L'historien grec Polybe (c. 208-125 av. JC) raconte que le père d'Hannibal l'invita à participer à une expédition en Espagne alors que le garçon n'avait encore que neuf ans. Hannibal accepta avec enthousiasme cette invitation mais, avant qu'il ne soit autorisé à se joindre à l'expédition, son père "prit Hannibal par la main et le conduisit à l'autel. Là, il ordonna à Hannibal de poser sa main sur le corps de la victime du sacrifice et de jurer qu'il ne serait jamais un ami de Rome" (3:11). Hannibal accepta volontiers ce serment - et ne l'oublia jamais.

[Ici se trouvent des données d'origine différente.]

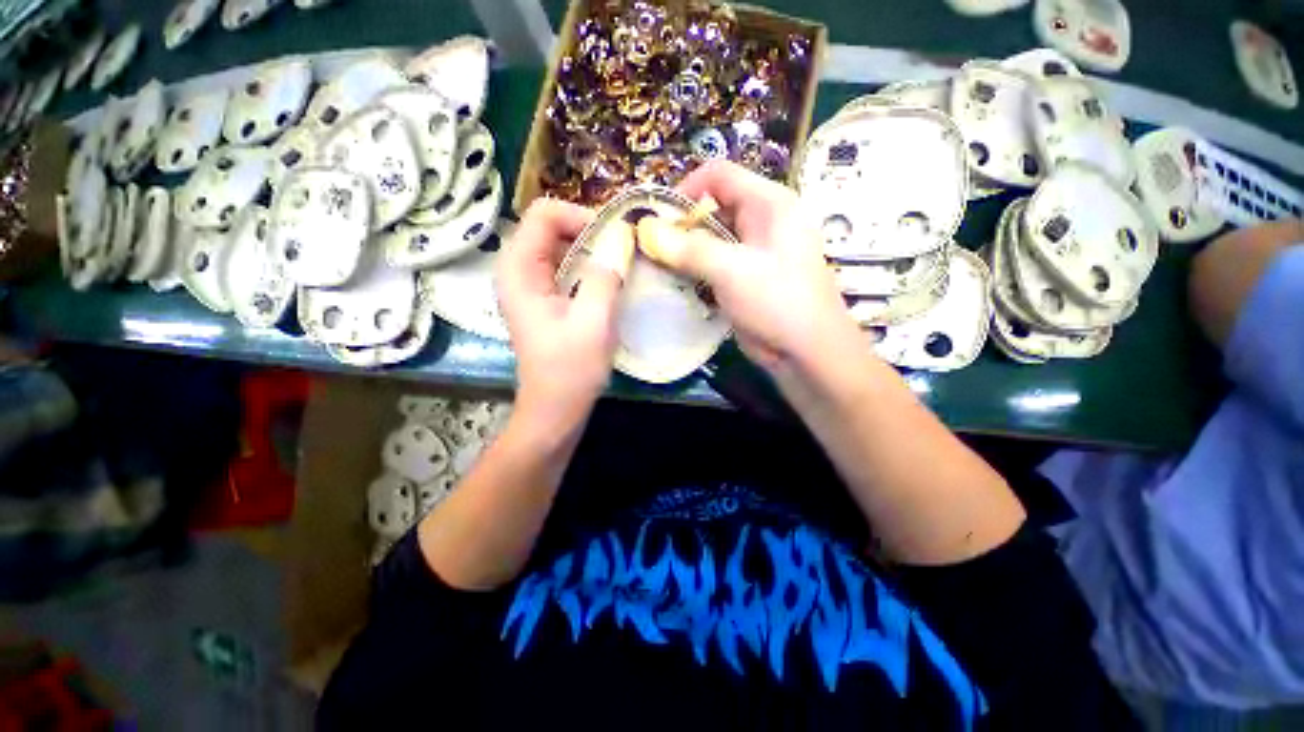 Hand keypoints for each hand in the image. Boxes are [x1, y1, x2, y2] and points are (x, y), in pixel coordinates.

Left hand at [497, 199, 631, 427]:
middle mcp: (519, 270)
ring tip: (624, 262)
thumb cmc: (570, 371)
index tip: (616, 237)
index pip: (544, 213)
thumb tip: (623, 235)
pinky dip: (591, 266)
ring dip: (594, 248)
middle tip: (626, 249)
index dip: (582, 216)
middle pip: (553, 226)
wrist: (556, 410)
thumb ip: (606, 274)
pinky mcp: (545, 299)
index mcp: (519, 270)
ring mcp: (531, 285)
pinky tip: (612, 280)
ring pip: (562, 246)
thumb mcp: (594, 321)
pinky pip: (567, 267)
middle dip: (592, 231)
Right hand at [638, 160, 862, 378]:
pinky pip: (715, 264)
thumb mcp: (733, 271)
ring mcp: (754, 252)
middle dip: (682, 226)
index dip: (687, 189)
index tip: (660, 219)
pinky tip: (678, 284)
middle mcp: (762, 222)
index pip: (719, 175)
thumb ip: (690, 249)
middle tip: (654, 248)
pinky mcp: (745, 278)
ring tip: (660, 267)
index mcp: (769, 204)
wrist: (805, 351)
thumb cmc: (777, 301)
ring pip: (711, 239)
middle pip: (713, 207)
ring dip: (686, 251)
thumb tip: (648, 231)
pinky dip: (695, 270)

Il accompagna son père en Espagne et apprit à combattre, à traquer et, surtout, à penser plus vite que son adversaire. Matyszak commente que "le concept moderne de l'adolescent, qui se situe entre l'enfant et l'adulte, n'existait pas dans le monde antique, et Hannibal se vit confier le commandement de troupes à un âge précoce" (23). Lorsque son père se noya, le commandement de l'armée passa à Hasdrubal le Beau (c. 270-221 av. JC), le gendre d'Hamilcar, et lorsque Hasdrubal fut assassiné en 221 av. JC, les troupes appelèrent unanimement à l'élection d'Hannibal comme leur commandant, même s'il n'avait que 25 ans à l'époque.

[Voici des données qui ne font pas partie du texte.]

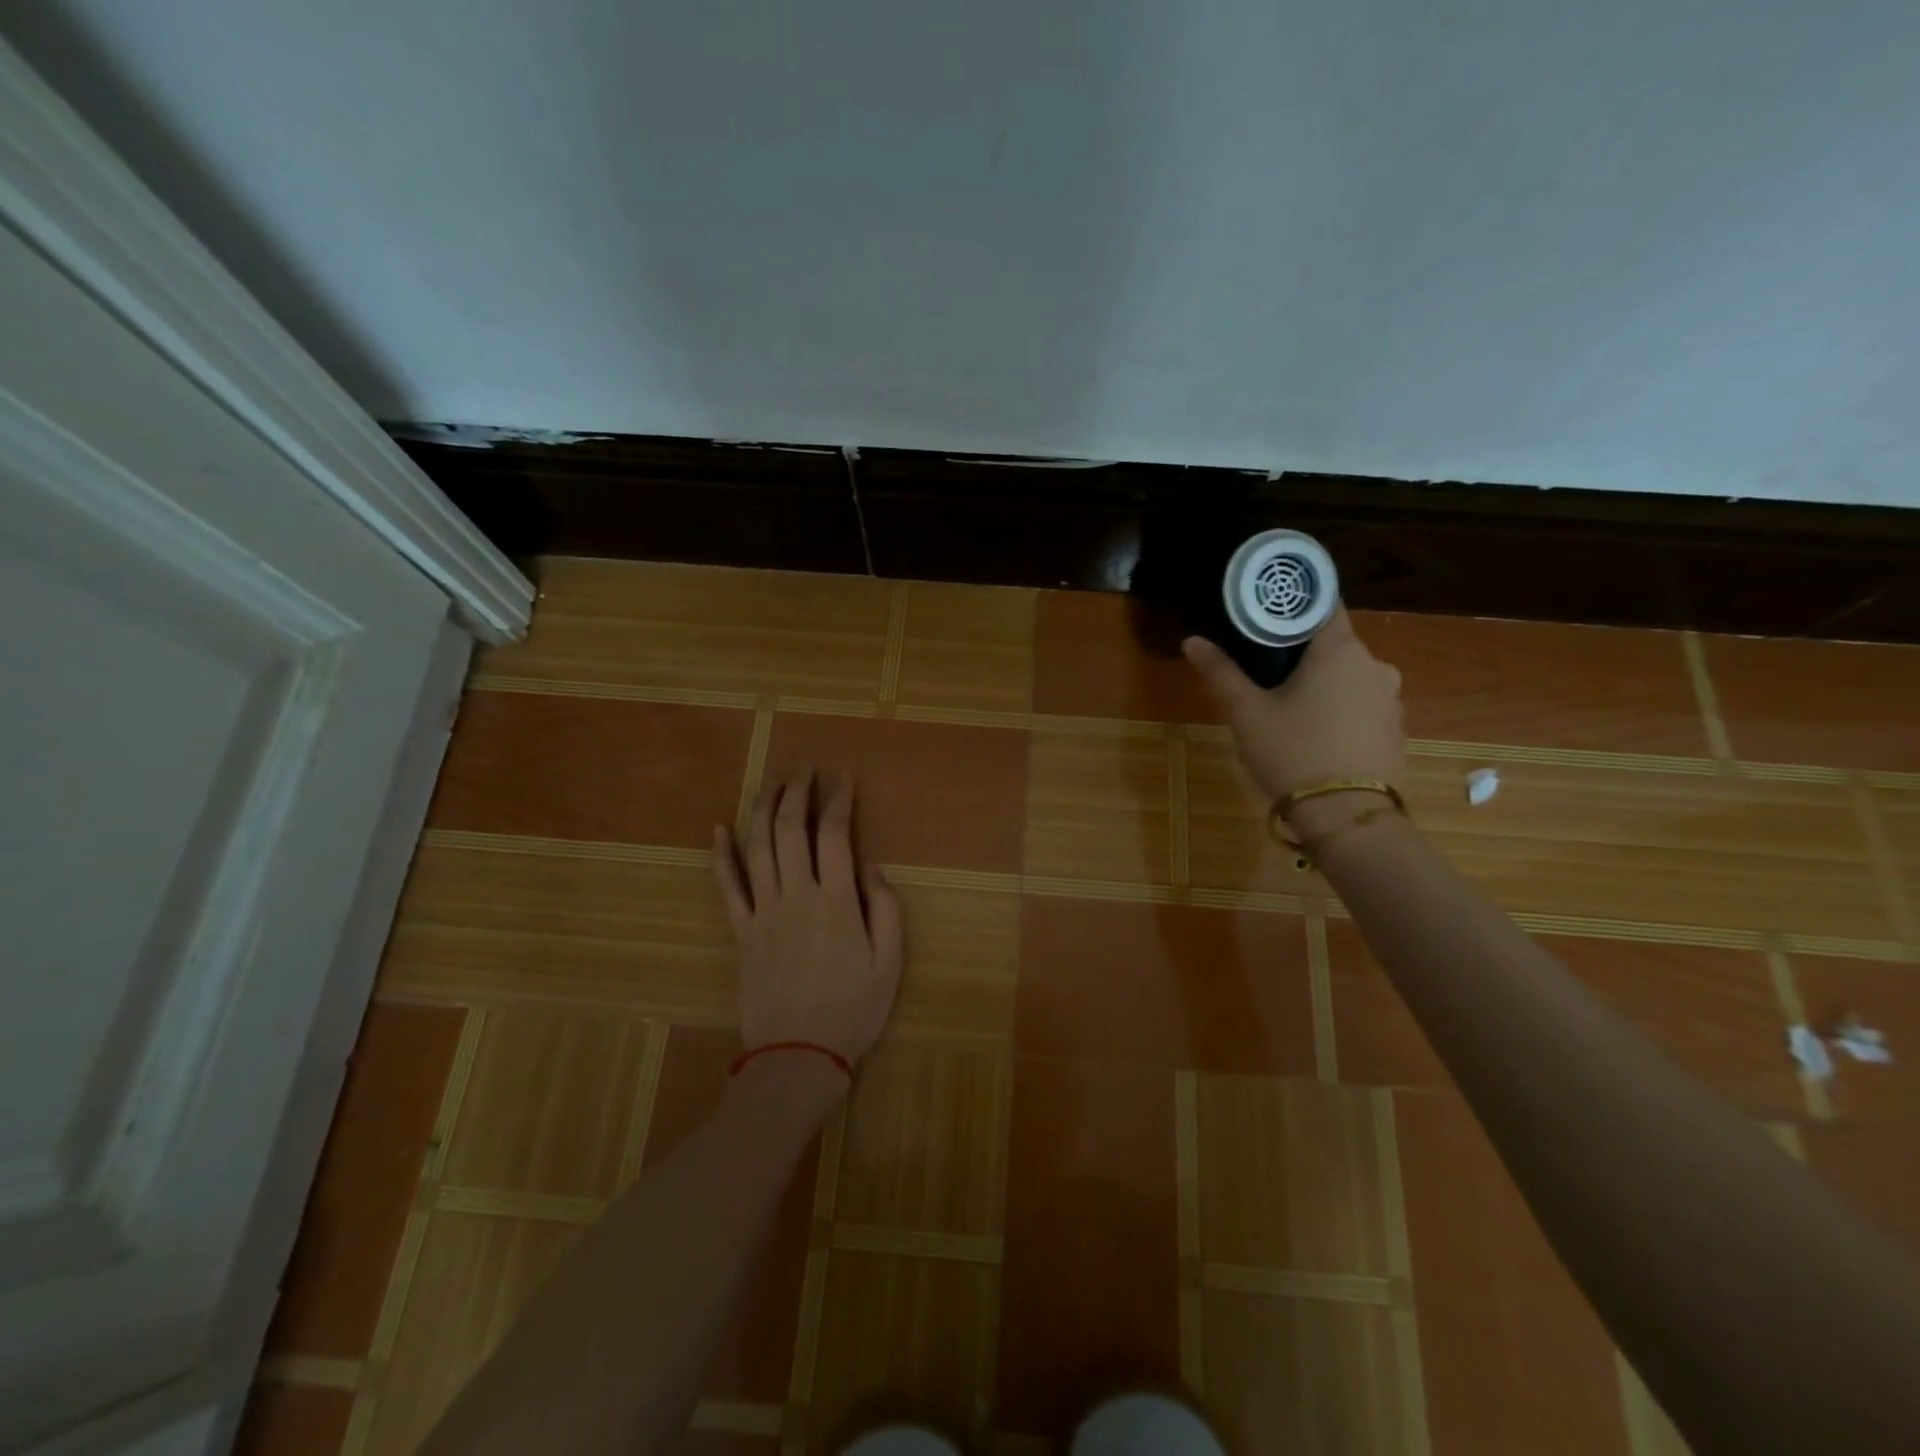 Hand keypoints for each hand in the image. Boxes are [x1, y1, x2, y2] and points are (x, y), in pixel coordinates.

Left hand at [713, 768, 903, 1065]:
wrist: (797, 1056)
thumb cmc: (852, 1010)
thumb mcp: (890, 963)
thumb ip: (885, 909)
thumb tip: (871, 865)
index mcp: (836, 901)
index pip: (834, 835)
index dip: (837, 801)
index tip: (841, 778)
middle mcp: (796, 896)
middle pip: (790, 830)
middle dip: (796, 791)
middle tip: (803, 767)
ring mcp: (763, 912)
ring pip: (757, 848)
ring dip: (762, 809)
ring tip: (770, 782)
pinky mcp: (740, 931)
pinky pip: (727, 886)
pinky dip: (721, 855)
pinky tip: (718, 828)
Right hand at [1183, 607, 1406, 816]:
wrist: (1346, 816)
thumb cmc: (1292, 752)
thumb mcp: (1246, 712)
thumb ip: (1221, 672)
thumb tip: (1191, 641)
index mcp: (1340, 650)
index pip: (1322, 604)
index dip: (1294, 605)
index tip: (1267, 614)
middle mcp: (1375, 665)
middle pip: (1334, 643)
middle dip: (1302, 652)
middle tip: (1265, 668)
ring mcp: (1391, 699)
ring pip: (1349, 676)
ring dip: (1323, 683)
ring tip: (1289, 706)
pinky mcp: (1395, 730)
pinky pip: (1362, 705)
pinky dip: (1341, 709)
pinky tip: (1316, 733)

Traversée des Alpes et premières victoires

À la suite de la première guerre punique, le traité entre Carthage et Rome stipulait que Carthage pouvait continuer à occuper des régions en Espagne à condition de maintenir le tribut régulier qu'elle devait désormais à Rome et de rester dans certaines régions. En 219 av. JC, les Romains orchestrèrent un coup d'État dans la ville de Saguntum et installèrent un gouvernement hostile à Carthage et à ses intérêts. Hannibal marcha sur la ville en 218 av. JC, l'assiégea et s'en saisit. Les Romains, outrés, exigèrent de Carthage qu'elle leur remette son général. Le refus de Carthage marqua le début de la deuxième guerre punique.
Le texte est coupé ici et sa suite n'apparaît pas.